Never had Bessie Harper felt so ready to make a friend of the undemonstrative girl; never had Francie herself felt more drawn to her elder sister.
And the little present was carefully packed and sent off; and the tender mother's letter of thanks, when it came, was read to the Mildmays as but their due, and for a while it seemed as if the friendship was to extend from a trio into a quartette!
But alas! a very few days after the cheery letter from Southcliff, Frances, spending a holiday afternoon at Ivy Lodge, as often happened, especially when Jacinth was with Lady Myrtle, found Bessie Harper pale and anxious, and Margaret's eyes suspiciously red. What was the matter?
'We didn't want to tell you about our home troubles,' said Bessie. 'I'm sure it's better not, because of—you know what. But I must tell you a little. It's—it's a letter from Camilla. Father has been so much worse lately, and they didn't want to tell us. They hoped it was only rheumatism with the cold weather. But—mother managed to get him up to London to see the great doctor, and—he gave a very bad report.'
Here Bessie's voice failed.
'He's not going to die?—oh don't say that!' burst out Frances in her heedless way.

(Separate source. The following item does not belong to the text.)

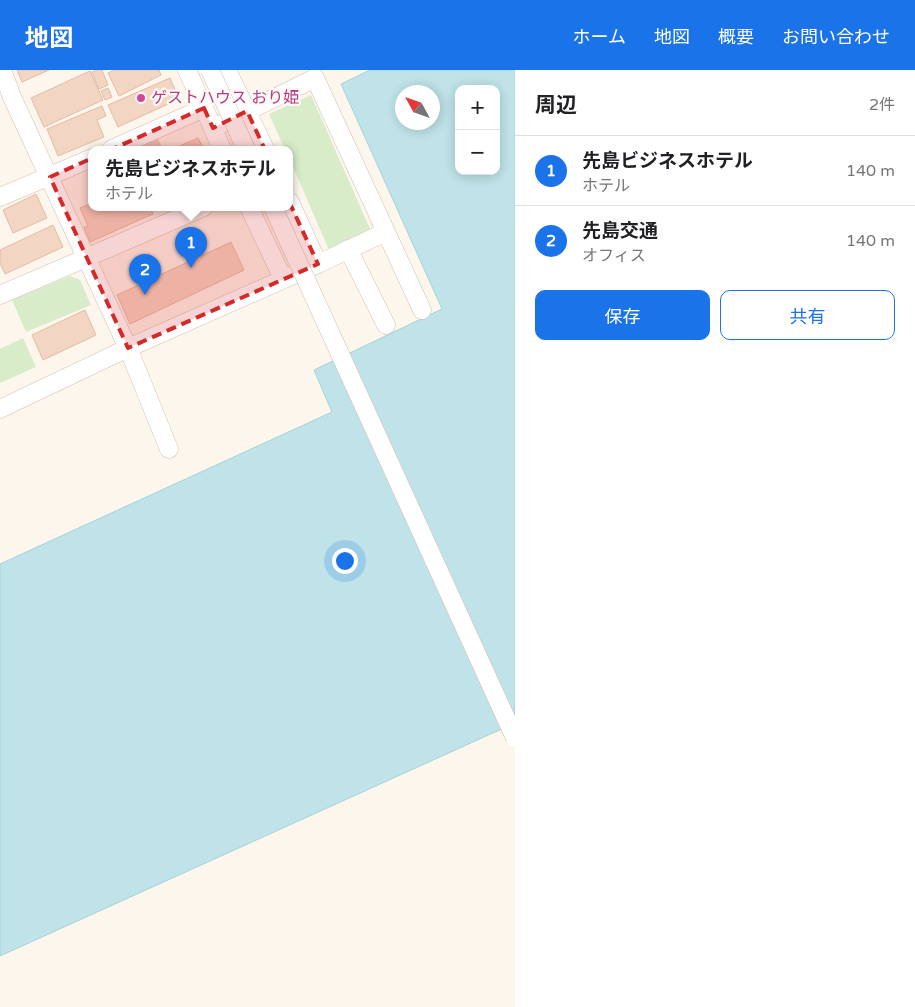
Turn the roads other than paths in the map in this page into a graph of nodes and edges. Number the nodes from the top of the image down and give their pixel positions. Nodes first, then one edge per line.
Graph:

Margaret flung out her hands wildly.
'Oh Bessie,' she cried, 'is that what it really means?'
Bessie looked almost angrily at Frances.
'No, no,' she exclaimed; 'of course not. Frances, why did you say that? Margaret, you are so fanciful. Of course it is not that. It is just that the doctor says his leg is getting stiffer and stiffer, and unless something can be done—some treatment in London first, and afterwards a course of German baths—he is afraid dad must become quite a cripple—quite helpless. And that would be dreadful. It's bad enough when people are rich'—it was sad to hear the old sad 'refrain' of poverty, from lips so young—'but when they're poor! Oh no, I can't face the thoughts of it. What would his life be if he could never get out—he is so active in spite of his lameness—if he had to lie always in his poky little room? How would darling mother bear it?'
And then brave Bessie herself broke down and fled away to the house—they were in the garden—to hide herself till she had recovered some degree of calm.
CHAPTER IX.
THE INDIAN MAIL.
Frances went home that evening feeling very unhappy and terribly full of sympathy, while painfully conscious the while that as yet she must not unburden herself to any one, not even to Jacinth, of her whole thoughts and feelings in connection with the Harpers. And in any case she could not have done so, for Jacinth was away at Robin Redbreast till Monday.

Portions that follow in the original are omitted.